__Your instructions__
Type the data below again exactly. Omit all pictures.

┌──

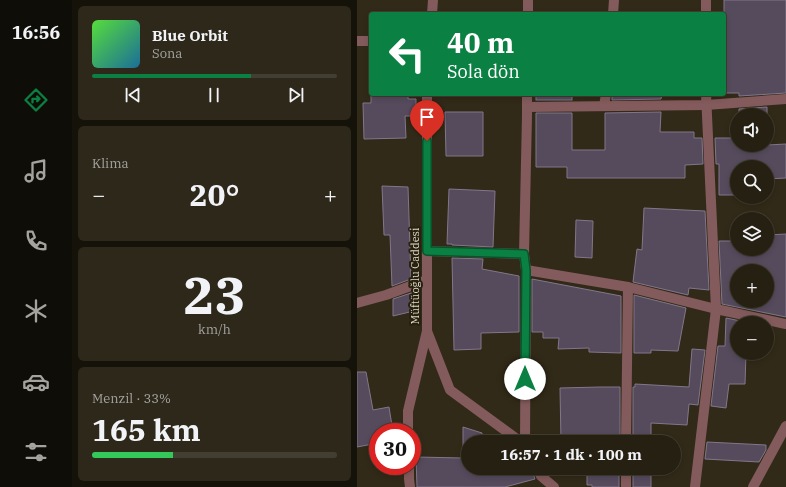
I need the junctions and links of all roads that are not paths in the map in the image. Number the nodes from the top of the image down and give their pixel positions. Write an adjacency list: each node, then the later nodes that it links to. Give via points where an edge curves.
1 (433, 0): 5 (street)
2 (528, 0): 6 (street)
3 (614, 0): 7 (street)
4 (706, 0): 8 (street)
5 (432, 12)
6 (528, 12)
7 (613, 12)
8 (706, 12)
9 (357, 41): 10 (street)
10 (369, 41)
11 (427, 96): 19 (street, Müftüoğlu Caddesi)
12 (527, 96): 18 (street)
13 (605, 96): 17 (street)
14 (706, 96): 16 (street)
15 (786, 99): 16 (street)
16 (706, 105): 17 (street); 25 (street)
17 (604, 106): 18 (street)
18 (527, 107): 20 (street)
19 (427, 251): 20 (street); 22 (street, Müftüoğlu Caddesi)
20 (524, 254): 21 (street)
21 (526, 270): 23 (street); 31 (street)
22 (427, 280): 24 (street); 27 (street, Müftüoğlu Caddesi)
23 (628, 287): 25 (street); 32 (street)
24 (357, 303)
25 (716, 309): 26 (street); 39 (street)
26 (786, 324)
27 (427, 331): 28 (street, via 408,411); 30 (street, Müftüoğlu Caddesi, via 449,390)
28 (408, 423)
29 (786, 426): 40 (street)
30 (511, 435)
31 (525, 435)
32 (626, 435)
33 (409, 475): 36 (street)
34 (540, 475): 37 (street)
35 (626, 475): 38 (street)
36 (410, 487)
37 (554, 487)
38 (626, 487)
39 (695, 487)
40 (753, 487)

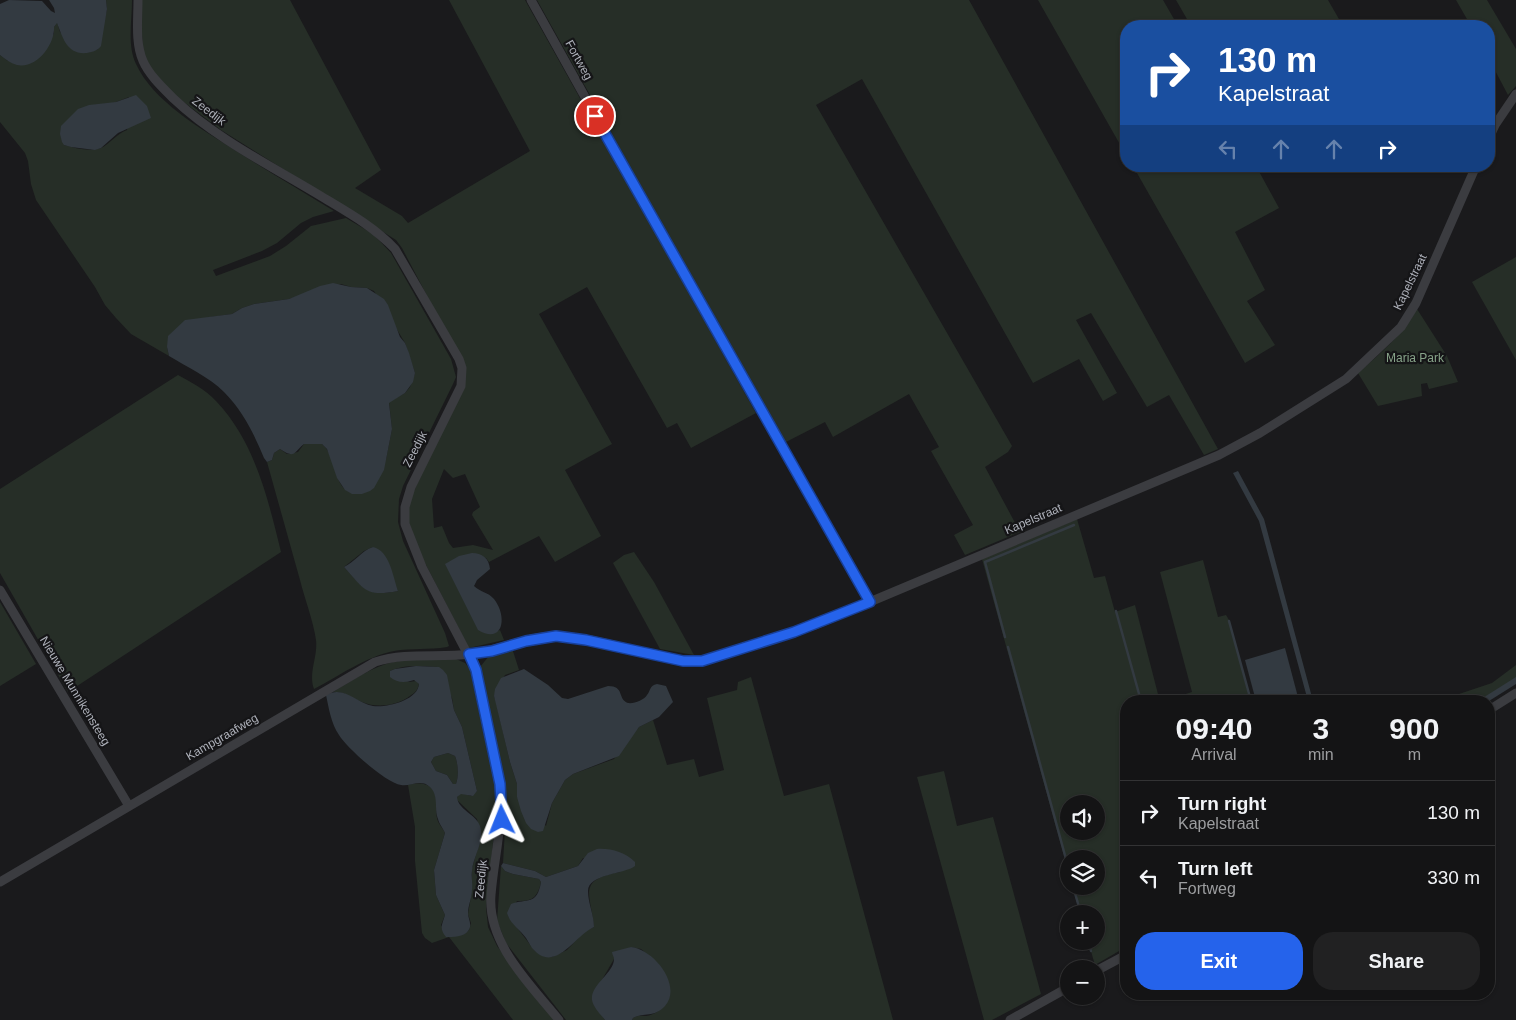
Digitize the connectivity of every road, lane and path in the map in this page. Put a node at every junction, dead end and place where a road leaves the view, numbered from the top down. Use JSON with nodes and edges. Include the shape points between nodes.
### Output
{"nodes":[{"id":1,"x":138,"y":0,"type":"edge"},
{"id":2,"x":532,"y":0,"type":"edge"},
{"id":3,"x":1516,"y":94,"type":"edge"},
{"id":4,"x":1495,"y":124,"type":"edge"},
{"id":5,"x":1473,"y":172,"type":"edge"},
{"id":6,"x":0,"y":590,"type":"edge"},
{"id":7,"x":870,"y":602,"type":"junction"},
{"id":8,"x":469,"y":654,"type":"junction"},
{"id":9,"x":1516,"y":692,"type":"edge"},
{"id":10,"x":1495,"y":706,"type":"edge"},
{"id":11,"x":129,"y":806,"type":"junction"},
{"id":12,"x":0,"y":882,"type":"edge"},
{"id":13,"x":1120,"y":957,"type":"edge"},
{"id":14,"x":1105,"y":966,"type":"edge"},
{"id":15,"x":1060,"y":992,"type":"edge"},
{"id":16,"x":559,"y":1020,"type":"edge"},
{"id":17,"x":1010,"y":1020,"type":"edge"}],
"edges":[{"from":1,"to":8,"type":"street","name":"Zeedijk","via":[[139,50],[147,69],[164,89],[217,133],[381,234],[395,249],[459,359],[461,386],[404,507],[405,524],[422,568]]},
{"from":2,"to":7,"type":"street","name":"Fortweg"},
{"from":3,"to":4,"type":"street"},
{"from":5,"to":7,"type":"street","name":"Kapelstraat","via":[[1410,314],[1401,327],[1346,379],[1219,455]]},
{"from":6,"to":11,"type":"street","name":"Nieuwe Munnikensteeg"},
{"from":7,"to":8,"type":"street","name":"Kapelstraat","via":[[794,632],[702,661],[683,661],[556,636]]},
{"from":8,"to":11,"type":"street","name":"Kampgraafweg","via":[[410,655],[376,662]]},
{"from":8,"to":16,"type":"street","name":"Zeedijk","via":[[476,670],[500,784],[502,820],[491,897],[493,923],[502,946]]},
{"from":9,"to":10,"type":"street"},
{"from":11,"to":12,"type":"street","name":"Kampgraafweg"},
{"from":13,"to":14,"type":"street"},
{"from":15,"to":17,"type":"street"}]}
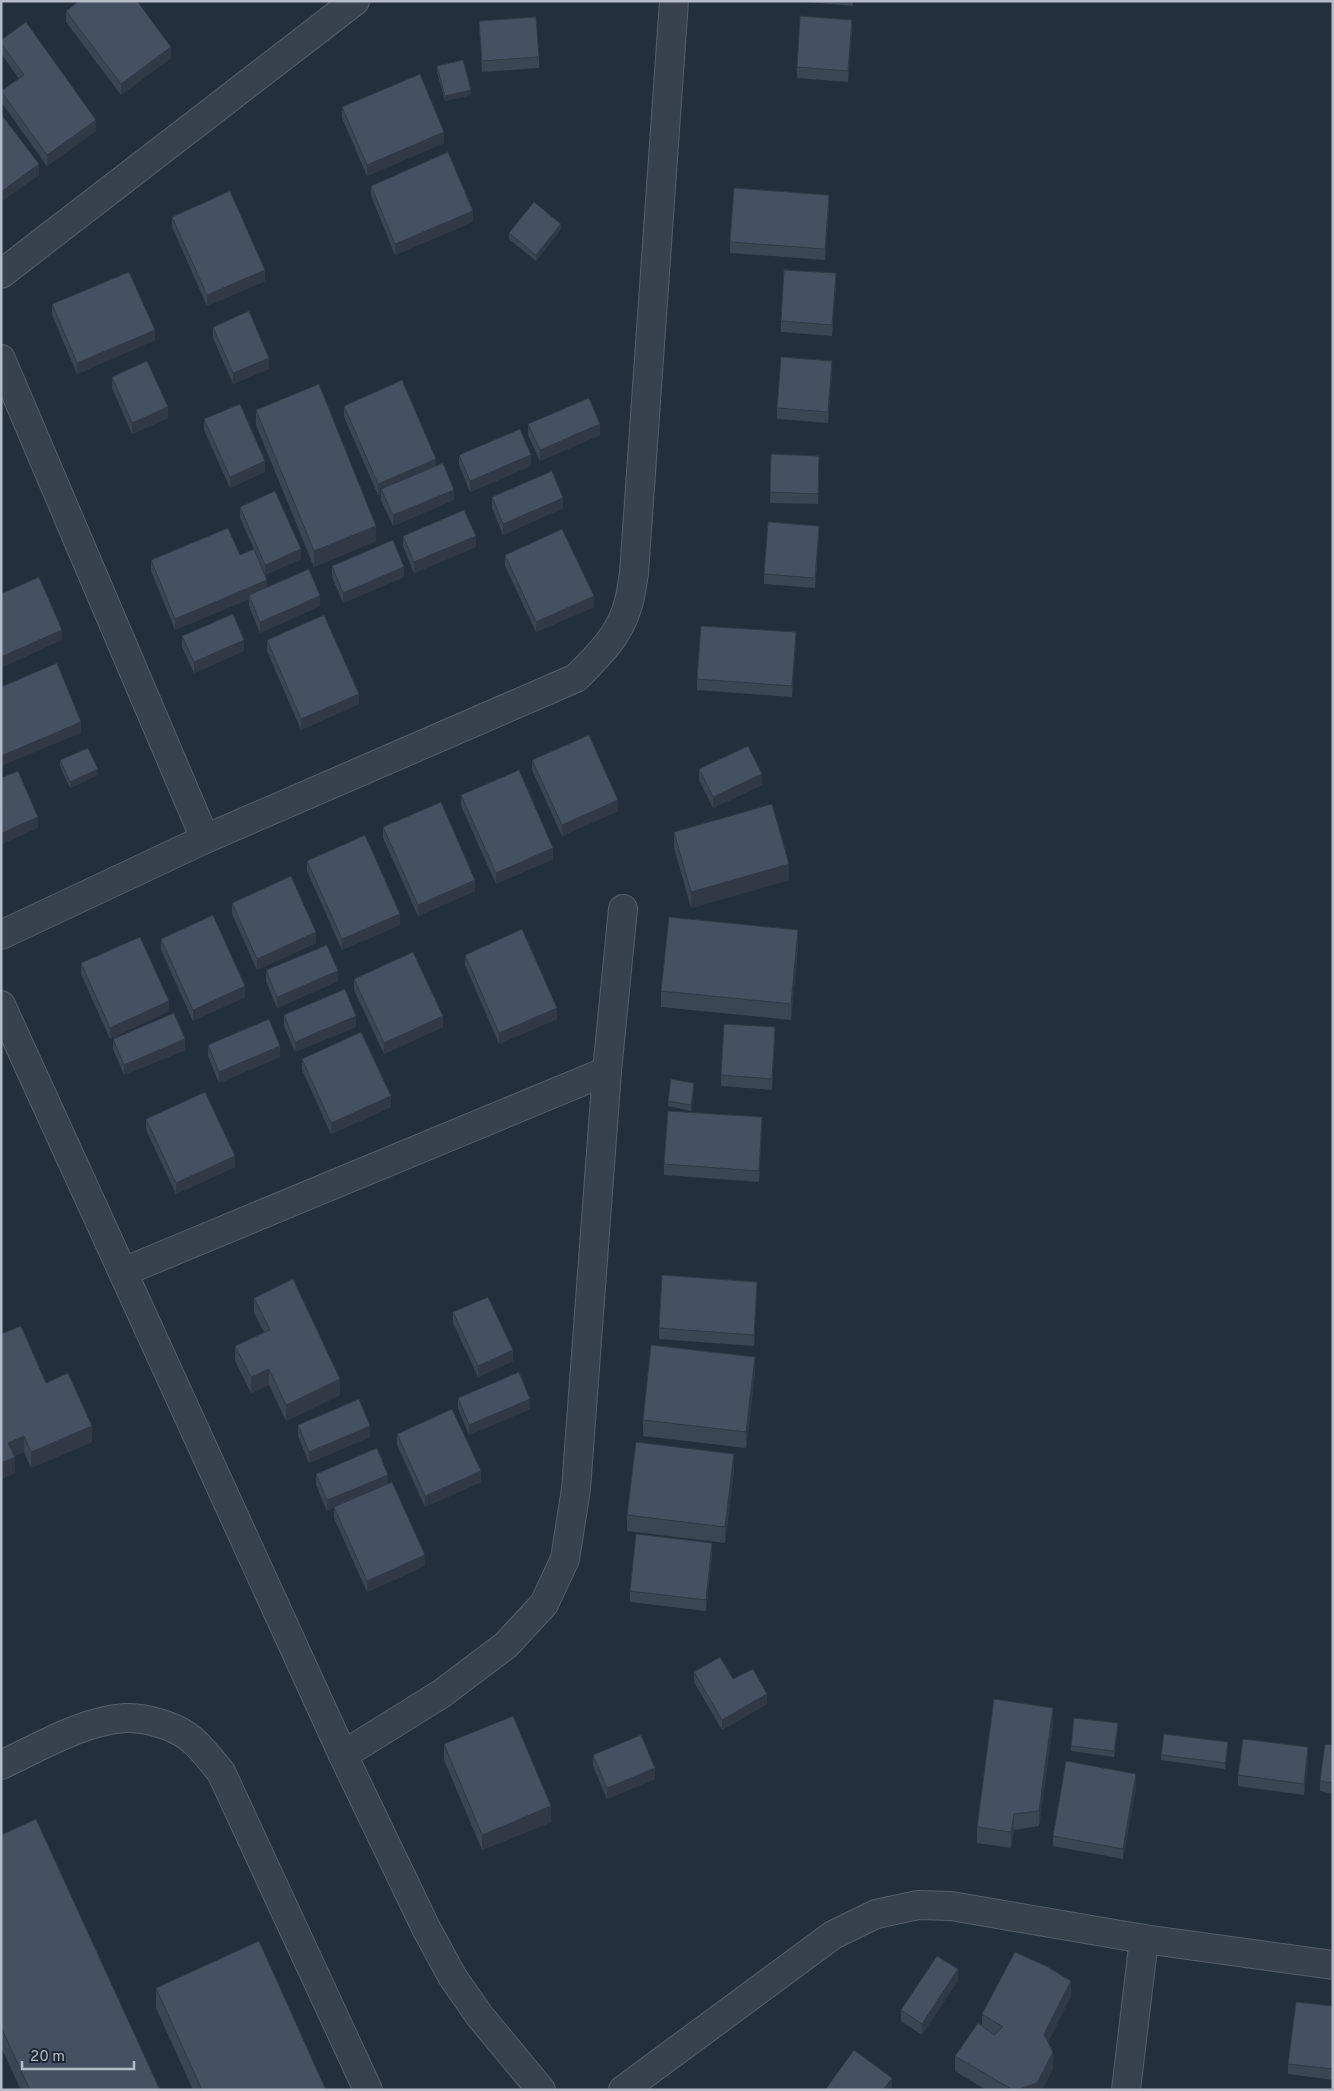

└──

__Answer space__
I need the junctions and links of all roads that are not paths in the map in the image. Number the nodes from the top of the image down and give their pixel positions. Write an adjacency list: each node, then the later nodes that it links to. Give via points where an edge curves.
1 (433, 0): 5 (street)
2 (528, 0): 6 (street)
3 (614, 0): 7 (street)
4 (706, 0): 8 (street)
5 (432, 12)
6 (528, 12)
7 (613, 12)
8 (706, 12)
9 (357, 41): 10 (street)
10 (369, 41)
11 (427, 96): 19 (street, Müftüoğlu Caddesi)
12 (527, 96): 18 (street)
13 (605, 96): 17 (street)
14 (706, 96): 16 (street)
15 (786, 99): 16 (street)
16 (706, 105): 17 (street); 25 (street)
17 (604, 106): 18 (street)
18 (527, 107): 20 (street)
19 (427, 251): 20 (street); 22 (street, Müftüoğlu Caddesi)
20 (524, 254): 21 (street)
21 (526, 270): 23 (street); 31 (street)
22 (427, 280): 24 (street); 27 (street, Müftüoğlu Caddesi)
23 (628, 287): 25 (street); 32 (street)
24 (357, 303)
25 (716, 309): 26 (street); 39 (street)
26 (786, 324)
27 (427, 331): 28 (street, via 408,411); 30 (street, Müftüoğlu Caddesi, via 449,390)
28 (408, 423)
29 (786, 426): 40 (street)
30 (511, 435)
31 (525, 435)
32 (626, 435)
33 (409, 475): 36 (street)
34 (540, 475): 37 (street)
35 (626, 475): 38 (street)
36 (410, 487)
37 (554, 487)
38 (626, 487)
39 (695, 487)
40 (753, 487)

Digitize the connectivity of every road, lane and path in the map in this page. Put a node at every junction, dead end and place where a road leaves the view, numbered from the top down. Use JSON with nodes and edges. Include the shape points between nodes.
### Output
{"nodes":[{"id":1,"x":138,"y":0,"type":"edge"},
{"id":2,"x":532,"y":0,"type":"edge"},
{"id":3,"x":1516,"y":94,"type":"edge"},
{"id":4,"x":1495,"y":124,"type":"edge"},
{"id":5,"x":1473,"y":172,"type":"edge"},
{"id":6,"x":0,"y":590,"type":"edge"},
{"id":7,"x":870,"y":602,"type":"junction"},
{"id":8,"x":469,"y":654,"type":"junction"},
{"id":9,"x":1516,"y":692,"type":"edge"},
{"id":10,"x":1495,"y":706,"type":"edge"},
{"id":11,"x":129,"y":806,"type":"junction"},
{"id":12,"x":0,"y":882,"type":"edge"},
{"id":13,"x":1120,"y":957,"type":"edge"},
{"id":14,"x":1105,"y":966,"type":"edge"},
{"id":15,"x":1060,"y":992,"type":"edge"},
{"id":16,"x":559,"y":1020,"type":"edge"},
{"id":17,"x":1010,"y":1020,"type":"edge"}],
"edges":[{"from":1,"to":8,"type":"street","name":"Zeedijk","via":[[139,50],[147,69],[164,89],[217,133],[381,234],[395,249],[459,359],[461,386],[404,507],[405,524],[422,568]]},
{"from":2,"to":7,"type":"street","name":"Fortweg"},
{"from":3,"to":4,"type":"street"},
{"from":5,"to":7,"type":"street","name":"Kapelstraat","via":[[1410,314],[1401,327],[1346,379],[1219,455]]},
{"from":6,"to":11,"type":"street","name":"Nieuwe Munnikensteeg"},
{"from":7,"to":8,"type":"street","name":"Kapelstraat","via":[[794,632],[702,661],[683,661],[556,636]]},
{"from":8,"to":11,"type":"street","name":"Kampgraafweg","via":[[410,655],[376,662]]},
{"from":8,"to":16,"type":"street","name":"Zeedijk","via":[[476,670],[500,784],[502,820],[491,897],[493,923],[502,946]]},
{"from":9,"to":10,"type":"street"},
{"from":11,"to":12,"type":"street","name":"Kampgraafweg"},
{"from":13,"to":14,"type":"street"},
{"from":15,"to":17,"type":"street"}]}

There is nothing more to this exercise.